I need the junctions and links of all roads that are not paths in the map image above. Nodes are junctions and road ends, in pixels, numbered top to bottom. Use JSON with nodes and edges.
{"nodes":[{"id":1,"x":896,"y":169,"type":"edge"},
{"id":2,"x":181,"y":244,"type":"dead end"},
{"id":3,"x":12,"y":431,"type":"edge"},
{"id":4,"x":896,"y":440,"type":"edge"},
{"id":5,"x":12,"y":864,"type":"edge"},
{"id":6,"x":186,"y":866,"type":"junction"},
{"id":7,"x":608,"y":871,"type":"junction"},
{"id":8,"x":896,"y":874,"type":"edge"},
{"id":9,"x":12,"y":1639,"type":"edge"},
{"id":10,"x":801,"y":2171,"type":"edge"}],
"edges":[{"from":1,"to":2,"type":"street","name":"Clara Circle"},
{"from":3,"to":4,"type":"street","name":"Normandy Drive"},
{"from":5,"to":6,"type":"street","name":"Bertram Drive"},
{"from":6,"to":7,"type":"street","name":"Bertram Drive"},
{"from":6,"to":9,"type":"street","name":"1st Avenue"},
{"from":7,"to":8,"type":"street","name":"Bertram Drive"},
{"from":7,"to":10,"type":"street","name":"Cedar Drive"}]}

**WHAT NEEDS TO BE DONE:**
Please write out all of the records above, character for character.

**OUTPUT OF THE TASK:**
I need the junctions and links of all roads that are not paths in the map image above. Nodes are junctions and road ends, in pixels, numbered top to bottom. Use JSON with nodes and edges.
{"nodes":[{"id":1,"x":896,"y":169,"type":"edge"},
{"id":2,"x":181,"y":244,"type":"dead end"},
{"id":3,"x":12,"y":431,"type":"edge"},
{"id":4,"x":896,"y":440,"type":"edge"},
{"id":5,"x":12,"y":864,"type":"edge"},
{"id":6,"x":186,"y":866,"type":"junction"},
{"id":7,"x":608,"y":871,"type":"junction"},
{"id":8,"x":896,"y":874,"type":"edge"},
{"id":9,"x":12,"y":1639,"type":"edge"},
{"id":10,"x":801,"y":2171,"type":"edge"}],
"edges":[{"from":1,"to":2,"type":"street","name":"Clara Circle"},
{"from":3,"to":4,"type":"street","name":"Normandy Drive"},
{"from":5,"to":6,"type":"street","name":"Bertram Drive"},
{"from":6,"to":7,"type":"street","name":"Bertram Drive"},
{"from":6,"to":9,"type":"street","name":"1st Avenue"},
{"from":7,"to":8,"type":"street","name":"Bertram Drive"},
{"from":7,"to":10,"type":"street","name":"Cedar Drive"}]}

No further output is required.